[[ Input for this task, beginning ]]
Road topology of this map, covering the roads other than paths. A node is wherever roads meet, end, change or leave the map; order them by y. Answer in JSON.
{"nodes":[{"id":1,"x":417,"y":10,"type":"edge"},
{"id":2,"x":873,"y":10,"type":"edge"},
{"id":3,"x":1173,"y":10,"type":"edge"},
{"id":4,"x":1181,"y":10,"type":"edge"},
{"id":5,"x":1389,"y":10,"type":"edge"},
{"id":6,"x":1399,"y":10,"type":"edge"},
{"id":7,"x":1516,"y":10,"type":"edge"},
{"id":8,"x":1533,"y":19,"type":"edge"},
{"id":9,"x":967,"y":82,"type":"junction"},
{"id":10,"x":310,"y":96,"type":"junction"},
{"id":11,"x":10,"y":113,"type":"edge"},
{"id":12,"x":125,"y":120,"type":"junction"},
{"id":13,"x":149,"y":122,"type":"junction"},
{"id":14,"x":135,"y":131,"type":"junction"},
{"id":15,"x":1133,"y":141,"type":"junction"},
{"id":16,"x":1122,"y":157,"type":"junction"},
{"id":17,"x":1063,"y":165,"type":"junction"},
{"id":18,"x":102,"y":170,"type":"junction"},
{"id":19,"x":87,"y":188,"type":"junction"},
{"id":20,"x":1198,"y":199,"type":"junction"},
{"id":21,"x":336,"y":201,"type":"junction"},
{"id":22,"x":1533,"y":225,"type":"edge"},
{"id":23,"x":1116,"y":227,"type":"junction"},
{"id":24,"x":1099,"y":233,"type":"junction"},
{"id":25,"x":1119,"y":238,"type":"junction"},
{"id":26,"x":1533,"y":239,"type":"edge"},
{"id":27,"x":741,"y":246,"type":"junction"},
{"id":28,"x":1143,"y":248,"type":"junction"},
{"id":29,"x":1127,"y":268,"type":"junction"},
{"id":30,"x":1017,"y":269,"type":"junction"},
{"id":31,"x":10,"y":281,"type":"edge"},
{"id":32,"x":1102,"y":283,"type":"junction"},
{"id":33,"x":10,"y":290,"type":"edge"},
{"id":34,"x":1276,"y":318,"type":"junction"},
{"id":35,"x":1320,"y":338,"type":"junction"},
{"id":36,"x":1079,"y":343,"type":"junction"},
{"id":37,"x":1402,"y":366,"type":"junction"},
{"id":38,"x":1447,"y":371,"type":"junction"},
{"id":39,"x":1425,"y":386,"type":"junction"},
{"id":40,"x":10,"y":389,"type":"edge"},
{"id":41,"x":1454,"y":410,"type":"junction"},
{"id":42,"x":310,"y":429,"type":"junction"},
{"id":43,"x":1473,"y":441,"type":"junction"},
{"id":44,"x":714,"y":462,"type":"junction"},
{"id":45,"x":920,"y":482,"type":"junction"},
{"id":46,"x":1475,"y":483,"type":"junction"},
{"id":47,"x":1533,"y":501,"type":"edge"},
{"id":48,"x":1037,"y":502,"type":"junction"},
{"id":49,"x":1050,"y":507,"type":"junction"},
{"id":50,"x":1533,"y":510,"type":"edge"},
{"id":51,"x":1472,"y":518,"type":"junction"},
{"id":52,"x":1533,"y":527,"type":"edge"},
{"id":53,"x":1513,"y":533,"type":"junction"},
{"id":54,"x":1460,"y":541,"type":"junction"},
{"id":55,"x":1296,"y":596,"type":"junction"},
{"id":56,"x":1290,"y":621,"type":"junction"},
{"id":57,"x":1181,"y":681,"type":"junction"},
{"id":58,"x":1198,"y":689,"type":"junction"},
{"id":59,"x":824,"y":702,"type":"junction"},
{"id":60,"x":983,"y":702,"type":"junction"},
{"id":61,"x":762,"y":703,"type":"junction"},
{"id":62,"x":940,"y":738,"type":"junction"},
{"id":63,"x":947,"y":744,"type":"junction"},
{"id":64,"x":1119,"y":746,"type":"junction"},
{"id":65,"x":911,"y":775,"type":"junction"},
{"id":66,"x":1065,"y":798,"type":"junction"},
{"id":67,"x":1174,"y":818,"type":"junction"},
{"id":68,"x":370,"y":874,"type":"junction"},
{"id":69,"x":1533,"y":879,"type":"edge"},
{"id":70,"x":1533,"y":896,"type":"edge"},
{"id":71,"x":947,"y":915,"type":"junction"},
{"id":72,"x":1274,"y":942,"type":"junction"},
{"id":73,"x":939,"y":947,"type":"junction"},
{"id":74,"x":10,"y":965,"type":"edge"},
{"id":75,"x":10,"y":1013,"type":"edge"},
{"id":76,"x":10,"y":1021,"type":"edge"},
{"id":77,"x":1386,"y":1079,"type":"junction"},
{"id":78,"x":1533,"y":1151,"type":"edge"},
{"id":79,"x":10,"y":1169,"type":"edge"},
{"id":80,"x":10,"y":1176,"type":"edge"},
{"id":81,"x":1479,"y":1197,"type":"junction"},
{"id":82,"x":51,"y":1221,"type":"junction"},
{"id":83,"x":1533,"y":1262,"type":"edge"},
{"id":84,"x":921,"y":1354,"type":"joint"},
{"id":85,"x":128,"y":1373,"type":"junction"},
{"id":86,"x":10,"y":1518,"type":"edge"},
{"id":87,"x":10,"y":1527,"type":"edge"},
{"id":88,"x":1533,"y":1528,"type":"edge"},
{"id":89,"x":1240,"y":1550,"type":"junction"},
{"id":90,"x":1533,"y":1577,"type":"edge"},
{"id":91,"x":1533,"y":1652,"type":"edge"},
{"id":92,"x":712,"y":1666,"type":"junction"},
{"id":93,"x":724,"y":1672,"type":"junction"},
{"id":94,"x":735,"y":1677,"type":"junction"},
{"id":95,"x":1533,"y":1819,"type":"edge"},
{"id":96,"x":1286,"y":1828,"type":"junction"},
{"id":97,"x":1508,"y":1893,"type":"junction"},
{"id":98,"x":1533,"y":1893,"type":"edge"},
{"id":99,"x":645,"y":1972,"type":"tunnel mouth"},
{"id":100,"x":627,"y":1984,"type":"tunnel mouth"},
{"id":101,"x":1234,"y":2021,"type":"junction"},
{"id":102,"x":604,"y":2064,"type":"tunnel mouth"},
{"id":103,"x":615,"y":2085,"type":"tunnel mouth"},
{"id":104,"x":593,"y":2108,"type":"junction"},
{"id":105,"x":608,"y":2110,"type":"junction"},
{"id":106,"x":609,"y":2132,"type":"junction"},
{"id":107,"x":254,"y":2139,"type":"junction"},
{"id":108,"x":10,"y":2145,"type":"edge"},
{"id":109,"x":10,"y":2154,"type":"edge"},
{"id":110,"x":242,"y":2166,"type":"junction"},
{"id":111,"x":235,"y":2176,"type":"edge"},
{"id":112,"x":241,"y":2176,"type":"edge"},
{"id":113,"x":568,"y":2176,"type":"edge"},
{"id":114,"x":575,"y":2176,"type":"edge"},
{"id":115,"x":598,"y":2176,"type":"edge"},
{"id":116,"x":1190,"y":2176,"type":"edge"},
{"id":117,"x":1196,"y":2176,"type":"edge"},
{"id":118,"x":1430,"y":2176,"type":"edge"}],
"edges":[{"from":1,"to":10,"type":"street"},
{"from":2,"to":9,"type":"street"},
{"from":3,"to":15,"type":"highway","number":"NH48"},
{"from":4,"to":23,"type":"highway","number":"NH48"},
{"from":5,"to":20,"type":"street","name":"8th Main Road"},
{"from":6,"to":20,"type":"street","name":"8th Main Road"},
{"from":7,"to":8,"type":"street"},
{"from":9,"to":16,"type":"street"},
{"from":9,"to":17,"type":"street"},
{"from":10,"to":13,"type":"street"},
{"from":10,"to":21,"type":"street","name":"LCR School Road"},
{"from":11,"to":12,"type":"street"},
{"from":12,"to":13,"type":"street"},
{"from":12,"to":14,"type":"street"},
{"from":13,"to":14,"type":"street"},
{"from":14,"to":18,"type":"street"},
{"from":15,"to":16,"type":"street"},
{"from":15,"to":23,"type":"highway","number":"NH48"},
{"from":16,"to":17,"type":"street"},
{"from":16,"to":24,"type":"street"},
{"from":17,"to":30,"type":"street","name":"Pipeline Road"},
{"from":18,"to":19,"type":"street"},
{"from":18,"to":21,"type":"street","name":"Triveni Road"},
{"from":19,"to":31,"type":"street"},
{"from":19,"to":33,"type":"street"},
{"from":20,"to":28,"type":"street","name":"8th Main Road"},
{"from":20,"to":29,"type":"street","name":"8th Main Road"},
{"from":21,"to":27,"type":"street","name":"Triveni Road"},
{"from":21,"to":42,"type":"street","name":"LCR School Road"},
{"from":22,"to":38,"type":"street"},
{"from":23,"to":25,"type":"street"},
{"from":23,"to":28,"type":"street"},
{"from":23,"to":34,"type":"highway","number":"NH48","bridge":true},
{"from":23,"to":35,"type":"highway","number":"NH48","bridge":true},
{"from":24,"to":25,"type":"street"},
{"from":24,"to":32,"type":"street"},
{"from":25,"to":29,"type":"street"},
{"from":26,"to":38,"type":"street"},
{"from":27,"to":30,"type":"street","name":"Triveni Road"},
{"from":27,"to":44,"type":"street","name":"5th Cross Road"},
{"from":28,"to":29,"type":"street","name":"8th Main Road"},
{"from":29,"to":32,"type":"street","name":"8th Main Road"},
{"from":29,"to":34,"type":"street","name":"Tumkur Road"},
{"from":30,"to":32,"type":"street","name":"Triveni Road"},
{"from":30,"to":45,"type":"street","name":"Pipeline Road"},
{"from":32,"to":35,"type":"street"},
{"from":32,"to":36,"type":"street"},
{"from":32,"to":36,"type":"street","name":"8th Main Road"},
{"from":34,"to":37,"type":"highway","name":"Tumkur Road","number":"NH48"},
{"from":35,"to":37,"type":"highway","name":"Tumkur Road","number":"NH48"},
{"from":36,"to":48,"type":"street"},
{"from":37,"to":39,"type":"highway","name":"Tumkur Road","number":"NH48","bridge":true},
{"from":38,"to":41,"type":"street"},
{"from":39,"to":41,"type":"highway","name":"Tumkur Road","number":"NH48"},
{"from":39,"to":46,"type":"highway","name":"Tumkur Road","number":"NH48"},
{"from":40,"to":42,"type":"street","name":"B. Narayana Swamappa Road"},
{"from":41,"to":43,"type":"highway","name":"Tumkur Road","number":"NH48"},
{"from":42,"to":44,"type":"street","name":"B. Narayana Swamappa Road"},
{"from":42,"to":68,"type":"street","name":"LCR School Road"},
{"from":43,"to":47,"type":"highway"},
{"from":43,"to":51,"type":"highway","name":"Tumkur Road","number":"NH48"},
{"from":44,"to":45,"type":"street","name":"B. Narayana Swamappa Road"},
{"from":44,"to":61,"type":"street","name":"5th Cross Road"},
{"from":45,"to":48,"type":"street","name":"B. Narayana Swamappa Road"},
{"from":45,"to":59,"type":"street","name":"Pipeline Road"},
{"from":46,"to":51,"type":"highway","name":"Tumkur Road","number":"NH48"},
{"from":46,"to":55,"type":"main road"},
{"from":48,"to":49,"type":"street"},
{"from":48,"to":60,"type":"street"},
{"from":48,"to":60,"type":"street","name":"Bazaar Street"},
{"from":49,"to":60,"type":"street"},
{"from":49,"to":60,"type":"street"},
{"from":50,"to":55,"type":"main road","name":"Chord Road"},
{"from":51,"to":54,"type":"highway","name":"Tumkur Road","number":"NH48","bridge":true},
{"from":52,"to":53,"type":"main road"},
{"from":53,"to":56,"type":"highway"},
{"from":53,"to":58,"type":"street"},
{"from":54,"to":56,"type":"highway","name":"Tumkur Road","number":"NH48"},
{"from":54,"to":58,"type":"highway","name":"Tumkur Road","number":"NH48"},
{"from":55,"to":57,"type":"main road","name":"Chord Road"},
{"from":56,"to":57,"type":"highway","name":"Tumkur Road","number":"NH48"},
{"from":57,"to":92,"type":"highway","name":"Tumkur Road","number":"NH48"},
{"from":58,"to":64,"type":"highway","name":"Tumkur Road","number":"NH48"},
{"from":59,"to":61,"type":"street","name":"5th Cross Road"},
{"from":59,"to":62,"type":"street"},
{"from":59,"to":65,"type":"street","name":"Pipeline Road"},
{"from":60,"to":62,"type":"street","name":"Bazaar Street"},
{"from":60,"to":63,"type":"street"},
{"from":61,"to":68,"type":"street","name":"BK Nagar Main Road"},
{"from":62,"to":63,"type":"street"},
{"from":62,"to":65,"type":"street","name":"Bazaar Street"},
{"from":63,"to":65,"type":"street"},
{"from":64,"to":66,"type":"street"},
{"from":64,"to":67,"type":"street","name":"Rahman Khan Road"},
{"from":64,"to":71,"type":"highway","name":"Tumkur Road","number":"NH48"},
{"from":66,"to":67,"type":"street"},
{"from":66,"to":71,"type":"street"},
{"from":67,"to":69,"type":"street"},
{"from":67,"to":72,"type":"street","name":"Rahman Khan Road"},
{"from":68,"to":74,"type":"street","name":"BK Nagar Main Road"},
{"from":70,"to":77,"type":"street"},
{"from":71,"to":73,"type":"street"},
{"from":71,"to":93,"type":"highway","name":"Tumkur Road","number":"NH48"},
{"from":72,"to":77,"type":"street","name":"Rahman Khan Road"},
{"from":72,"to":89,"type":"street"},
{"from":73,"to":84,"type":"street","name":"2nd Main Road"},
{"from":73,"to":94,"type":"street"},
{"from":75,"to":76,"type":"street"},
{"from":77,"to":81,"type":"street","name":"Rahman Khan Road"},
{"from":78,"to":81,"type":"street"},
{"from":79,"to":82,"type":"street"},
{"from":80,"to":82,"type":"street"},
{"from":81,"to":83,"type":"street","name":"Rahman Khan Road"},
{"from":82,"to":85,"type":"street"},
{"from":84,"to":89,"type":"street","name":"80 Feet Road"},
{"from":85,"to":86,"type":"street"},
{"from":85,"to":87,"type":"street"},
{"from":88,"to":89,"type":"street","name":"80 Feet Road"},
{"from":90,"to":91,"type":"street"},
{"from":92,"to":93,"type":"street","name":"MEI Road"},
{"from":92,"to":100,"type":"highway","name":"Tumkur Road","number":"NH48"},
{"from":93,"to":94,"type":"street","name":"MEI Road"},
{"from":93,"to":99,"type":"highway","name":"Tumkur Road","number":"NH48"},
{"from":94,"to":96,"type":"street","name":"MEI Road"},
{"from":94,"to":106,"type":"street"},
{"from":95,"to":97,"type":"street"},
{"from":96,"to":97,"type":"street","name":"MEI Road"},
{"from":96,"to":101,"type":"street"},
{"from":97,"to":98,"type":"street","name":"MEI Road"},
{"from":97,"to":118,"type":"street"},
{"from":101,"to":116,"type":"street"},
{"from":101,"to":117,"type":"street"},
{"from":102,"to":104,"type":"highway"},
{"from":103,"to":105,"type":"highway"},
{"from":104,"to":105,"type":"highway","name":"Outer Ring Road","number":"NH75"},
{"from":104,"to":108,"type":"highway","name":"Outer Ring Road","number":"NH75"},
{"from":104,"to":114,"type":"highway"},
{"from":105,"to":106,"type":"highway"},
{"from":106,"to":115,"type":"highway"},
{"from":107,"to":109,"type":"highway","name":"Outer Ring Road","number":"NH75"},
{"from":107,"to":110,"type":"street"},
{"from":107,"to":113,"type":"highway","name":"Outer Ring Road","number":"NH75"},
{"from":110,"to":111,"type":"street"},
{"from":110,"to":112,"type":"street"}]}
[[ Input for this task, end ]]
In the entries above, find each line with "Khan" and list it.

Task solution:
{"from":64,"to":67,"type":"street","name":"Rahman Khan Road"},
{"from":67,"to":72,"type":"street","name":"Rahman Khan Road"},
{"from":72,"to":77,"type":"street","name":"Rahman Khan Road"},
{"from":77,"to":81,"type":"street","name":"Rahman Khan Road"},
{"from":81,"to":83,"type":"street","name":"Rahman Khan Road"},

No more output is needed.